- _Problem details_
The response should hold each line from the entries below where "Ridgeway" is found.

── Supplied data ──

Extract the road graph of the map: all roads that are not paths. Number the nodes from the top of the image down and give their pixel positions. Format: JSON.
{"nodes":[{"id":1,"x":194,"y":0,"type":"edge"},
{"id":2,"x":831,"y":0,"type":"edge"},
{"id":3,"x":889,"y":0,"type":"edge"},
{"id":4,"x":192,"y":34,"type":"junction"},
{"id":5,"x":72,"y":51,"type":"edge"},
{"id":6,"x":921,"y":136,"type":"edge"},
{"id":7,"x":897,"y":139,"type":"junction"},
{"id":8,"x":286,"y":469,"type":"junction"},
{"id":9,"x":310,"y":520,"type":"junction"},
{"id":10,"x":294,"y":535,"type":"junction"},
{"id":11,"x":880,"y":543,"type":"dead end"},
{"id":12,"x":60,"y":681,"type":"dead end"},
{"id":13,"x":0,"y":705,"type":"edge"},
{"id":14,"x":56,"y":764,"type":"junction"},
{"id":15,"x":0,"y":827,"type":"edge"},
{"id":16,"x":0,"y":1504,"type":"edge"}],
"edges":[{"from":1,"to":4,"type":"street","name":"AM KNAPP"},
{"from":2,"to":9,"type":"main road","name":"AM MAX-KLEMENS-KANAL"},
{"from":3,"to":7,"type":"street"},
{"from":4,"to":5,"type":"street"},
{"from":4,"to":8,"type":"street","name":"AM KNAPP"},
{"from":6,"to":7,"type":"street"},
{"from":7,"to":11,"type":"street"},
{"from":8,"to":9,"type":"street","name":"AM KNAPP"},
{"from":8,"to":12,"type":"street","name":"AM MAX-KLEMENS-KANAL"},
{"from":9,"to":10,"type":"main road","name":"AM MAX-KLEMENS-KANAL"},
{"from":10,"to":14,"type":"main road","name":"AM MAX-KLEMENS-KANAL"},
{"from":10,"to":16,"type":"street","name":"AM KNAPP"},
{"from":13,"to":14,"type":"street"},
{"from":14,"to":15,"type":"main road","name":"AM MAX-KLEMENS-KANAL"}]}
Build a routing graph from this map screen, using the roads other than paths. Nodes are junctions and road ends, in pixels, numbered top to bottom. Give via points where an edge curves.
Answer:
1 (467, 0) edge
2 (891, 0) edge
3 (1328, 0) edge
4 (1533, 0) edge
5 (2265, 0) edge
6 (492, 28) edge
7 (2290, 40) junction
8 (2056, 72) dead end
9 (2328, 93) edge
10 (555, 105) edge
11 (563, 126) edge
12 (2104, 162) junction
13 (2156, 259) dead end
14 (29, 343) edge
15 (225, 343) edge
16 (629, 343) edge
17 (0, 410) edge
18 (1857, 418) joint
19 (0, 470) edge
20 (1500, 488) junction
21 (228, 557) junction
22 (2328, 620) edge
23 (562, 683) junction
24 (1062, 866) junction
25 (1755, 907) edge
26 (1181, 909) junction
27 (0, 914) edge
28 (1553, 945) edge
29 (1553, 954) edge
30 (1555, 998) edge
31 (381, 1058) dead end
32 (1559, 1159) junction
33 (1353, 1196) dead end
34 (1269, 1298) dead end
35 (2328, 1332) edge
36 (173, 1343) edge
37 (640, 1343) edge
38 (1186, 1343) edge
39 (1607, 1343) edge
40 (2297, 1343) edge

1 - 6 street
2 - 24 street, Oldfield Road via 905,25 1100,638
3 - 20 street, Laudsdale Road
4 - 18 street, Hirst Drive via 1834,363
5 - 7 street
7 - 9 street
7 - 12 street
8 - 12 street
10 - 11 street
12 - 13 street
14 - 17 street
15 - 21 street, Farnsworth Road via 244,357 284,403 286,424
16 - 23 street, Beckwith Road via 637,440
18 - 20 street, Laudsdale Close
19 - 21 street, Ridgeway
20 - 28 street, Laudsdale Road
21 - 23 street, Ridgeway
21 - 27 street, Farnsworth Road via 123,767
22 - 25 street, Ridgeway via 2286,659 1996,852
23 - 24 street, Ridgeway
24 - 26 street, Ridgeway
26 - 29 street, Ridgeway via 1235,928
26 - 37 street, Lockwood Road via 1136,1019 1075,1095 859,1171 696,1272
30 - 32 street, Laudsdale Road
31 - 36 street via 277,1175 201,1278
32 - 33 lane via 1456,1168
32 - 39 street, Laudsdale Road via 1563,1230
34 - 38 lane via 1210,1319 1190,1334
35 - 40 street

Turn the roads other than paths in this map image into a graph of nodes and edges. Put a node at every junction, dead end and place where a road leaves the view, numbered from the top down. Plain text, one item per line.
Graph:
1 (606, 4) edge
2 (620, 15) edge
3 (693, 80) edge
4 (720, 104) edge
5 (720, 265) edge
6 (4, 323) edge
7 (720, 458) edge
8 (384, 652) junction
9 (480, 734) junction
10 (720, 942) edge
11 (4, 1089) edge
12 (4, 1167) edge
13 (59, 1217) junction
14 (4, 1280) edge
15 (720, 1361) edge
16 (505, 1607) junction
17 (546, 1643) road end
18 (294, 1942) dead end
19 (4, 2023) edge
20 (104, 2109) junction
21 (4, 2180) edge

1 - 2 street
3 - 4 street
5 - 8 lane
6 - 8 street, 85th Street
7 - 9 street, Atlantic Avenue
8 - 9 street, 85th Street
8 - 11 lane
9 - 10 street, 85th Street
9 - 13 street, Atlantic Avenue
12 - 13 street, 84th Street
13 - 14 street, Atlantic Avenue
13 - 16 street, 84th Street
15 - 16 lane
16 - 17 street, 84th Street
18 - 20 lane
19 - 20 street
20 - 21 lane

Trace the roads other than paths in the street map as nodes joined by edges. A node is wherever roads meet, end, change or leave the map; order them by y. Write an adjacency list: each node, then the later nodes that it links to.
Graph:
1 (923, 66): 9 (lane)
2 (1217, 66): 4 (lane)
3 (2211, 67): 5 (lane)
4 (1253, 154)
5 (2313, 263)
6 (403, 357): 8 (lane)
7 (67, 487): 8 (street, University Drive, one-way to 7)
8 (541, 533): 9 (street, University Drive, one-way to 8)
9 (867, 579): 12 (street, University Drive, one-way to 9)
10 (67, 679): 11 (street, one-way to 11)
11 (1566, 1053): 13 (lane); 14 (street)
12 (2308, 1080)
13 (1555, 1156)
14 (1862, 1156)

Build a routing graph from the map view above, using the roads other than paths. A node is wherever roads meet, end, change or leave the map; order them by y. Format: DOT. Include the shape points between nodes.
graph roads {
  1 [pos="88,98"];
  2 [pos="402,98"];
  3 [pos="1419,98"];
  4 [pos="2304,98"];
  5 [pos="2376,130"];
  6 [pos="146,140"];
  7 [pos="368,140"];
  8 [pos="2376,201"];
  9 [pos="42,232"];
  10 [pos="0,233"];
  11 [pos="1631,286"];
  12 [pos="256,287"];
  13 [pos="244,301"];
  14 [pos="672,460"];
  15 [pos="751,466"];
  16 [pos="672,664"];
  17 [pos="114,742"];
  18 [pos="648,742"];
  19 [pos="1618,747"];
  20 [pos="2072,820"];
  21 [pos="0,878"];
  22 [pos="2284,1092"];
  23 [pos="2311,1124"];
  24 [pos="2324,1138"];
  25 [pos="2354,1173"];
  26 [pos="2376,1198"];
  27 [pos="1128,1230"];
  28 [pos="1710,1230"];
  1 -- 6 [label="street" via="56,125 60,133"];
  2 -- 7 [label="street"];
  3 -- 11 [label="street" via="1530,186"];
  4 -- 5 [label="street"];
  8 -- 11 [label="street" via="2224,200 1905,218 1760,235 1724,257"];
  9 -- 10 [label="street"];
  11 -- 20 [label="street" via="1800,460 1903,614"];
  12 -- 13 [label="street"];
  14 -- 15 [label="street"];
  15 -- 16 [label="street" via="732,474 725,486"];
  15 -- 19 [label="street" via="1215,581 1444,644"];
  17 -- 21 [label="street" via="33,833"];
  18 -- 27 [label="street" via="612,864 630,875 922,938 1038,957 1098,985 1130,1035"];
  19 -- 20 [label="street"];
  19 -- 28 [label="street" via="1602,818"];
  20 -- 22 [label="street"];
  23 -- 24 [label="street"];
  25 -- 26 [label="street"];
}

───

- _Written response_
19 - 21 street, Ridgeway
21 - 23 street, Ridgeway
22 - 25 street, Ridgeway via 2286,659 1996,852
23 - 24 street, Ridgeway
24 - 26 street, Ridgeway
26 - 29 street, Ridgeway via 1235,928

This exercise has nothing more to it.